AVAILABLE DATA:
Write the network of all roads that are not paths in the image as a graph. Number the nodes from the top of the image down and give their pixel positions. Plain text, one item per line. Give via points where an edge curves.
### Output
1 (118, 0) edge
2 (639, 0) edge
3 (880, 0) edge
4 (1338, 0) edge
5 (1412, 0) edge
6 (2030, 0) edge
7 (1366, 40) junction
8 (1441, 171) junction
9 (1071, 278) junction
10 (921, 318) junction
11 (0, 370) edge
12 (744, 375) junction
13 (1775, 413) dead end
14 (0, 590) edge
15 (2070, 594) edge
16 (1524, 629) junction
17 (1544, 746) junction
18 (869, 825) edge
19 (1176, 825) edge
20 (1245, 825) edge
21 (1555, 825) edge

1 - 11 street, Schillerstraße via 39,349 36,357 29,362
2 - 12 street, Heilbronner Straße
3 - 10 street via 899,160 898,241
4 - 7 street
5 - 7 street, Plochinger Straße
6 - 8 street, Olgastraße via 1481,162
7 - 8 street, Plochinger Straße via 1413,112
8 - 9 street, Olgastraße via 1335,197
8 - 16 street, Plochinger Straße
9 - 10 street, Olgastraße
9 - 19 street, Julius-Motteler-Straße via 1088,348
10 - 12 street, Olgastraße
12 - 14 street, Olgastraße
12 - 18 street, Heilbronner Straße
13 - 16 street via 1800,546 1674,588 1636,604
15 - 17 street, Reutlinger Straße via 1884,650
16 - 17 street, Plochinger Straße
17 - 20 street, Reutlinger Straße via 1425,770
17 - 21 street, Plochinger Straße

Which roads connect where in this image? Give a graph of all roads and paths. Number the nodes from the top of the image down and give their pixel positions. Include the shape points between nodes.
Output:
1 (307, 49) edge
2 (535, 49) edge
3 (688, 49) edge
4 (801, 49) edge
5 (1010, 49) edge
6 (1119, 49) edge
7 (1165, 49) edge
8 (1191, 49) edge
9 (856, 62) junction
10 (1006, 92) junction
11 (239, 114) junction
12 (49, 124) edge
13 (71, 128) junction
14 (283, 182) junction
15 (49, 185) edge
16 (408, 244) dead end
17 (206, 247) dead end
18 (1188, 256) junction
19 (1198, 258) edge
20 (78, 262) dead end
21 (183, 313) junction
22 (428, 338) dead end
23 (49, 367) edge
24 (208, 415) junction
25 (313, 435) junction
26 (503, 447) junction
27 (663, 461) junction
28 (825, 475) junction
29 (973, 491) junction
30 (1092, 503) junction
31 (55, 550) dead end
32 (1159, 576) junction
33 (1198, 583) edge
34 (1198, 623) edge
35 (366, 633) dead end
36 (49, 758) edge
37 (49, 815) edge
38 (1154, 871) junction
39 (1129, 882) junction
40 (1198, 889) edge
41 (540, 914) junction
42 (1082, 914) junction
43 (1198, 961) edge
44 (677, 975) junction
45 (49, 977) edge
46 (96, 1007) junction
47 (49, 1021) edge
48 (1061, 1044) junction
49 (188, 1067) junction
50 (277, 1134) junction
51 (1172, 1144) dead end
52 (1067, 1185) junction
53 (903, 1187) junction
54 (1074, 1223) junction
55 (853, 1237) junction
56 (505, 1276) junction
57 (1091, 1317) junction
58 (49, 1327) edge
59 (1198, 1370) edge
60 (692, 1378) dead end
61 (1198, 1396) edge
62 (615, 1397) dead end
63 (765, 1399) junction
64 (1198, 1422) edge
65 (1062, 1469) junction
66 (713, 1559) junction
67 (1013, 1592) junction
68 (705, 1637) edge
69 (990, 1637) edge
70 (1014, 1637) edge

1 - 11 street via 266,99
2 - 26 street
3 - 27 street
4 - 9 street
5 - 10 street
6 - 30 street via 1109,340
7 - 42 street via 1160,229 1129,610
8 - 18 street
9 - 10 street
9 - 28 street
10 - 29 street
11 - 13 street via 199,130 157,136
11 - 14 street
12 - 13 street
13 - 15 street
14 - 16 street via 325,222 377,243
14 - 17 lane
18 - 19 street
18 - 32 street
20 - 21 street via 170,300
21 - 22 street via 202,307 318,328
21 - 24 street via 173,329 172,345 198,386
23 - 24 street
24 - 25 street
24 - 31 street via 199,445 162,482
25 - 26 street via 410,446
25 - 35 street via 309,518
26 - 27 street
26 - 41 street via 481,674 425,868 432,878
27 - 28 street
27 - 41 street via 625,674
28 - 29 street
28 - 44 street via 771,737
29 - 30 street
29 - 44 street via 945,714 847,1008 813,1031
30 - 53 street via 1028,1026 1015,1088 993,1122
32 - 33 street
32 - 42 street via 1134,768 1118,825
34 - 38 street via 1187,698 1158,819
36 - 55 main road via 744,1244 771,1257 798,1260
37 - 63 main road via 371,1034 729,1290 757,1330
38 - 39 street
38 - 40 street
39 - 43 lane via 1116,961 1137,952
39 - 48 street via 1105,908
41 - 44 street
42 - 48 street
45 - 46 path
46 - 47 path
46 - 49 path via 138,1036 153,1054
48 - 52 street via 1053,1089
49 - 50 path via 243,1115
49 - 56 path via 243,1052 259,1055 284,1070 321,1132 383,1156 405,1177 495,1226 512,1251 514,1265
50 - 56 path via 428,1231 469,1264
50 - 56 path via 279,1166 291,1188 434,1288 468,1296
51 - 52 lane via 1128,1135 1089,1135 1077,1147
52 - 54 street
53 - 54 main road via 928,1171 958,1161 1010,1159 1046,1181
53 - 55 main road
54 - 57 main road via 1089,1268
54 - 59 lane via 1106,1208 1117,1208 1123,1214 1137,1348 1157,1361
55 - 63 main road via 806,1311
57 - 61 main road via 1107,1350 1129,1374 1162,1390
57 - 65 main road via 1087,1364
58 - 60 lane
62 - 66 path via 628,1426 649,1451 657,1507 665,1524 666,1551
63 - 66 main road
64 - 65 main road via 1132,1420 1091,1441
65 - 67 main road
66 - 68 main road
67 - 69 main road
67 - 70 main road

WHAT TO WORK ON:
Nothing but lines that contain "nodes" should appear in the answer. Copy each from the records.

TASK OUTPUT:
Write the network of all roads that are not paths in the image as a graph. Number the nodes from the top of the image down and give their pixel positions. Plain text, one item per line. Give via points where an edge curves.
Which roads connect where in this image? Give a graph of all roads and paths. Number the nodes from the top of the image down and give their pixel positions. Include the shape points between nodes.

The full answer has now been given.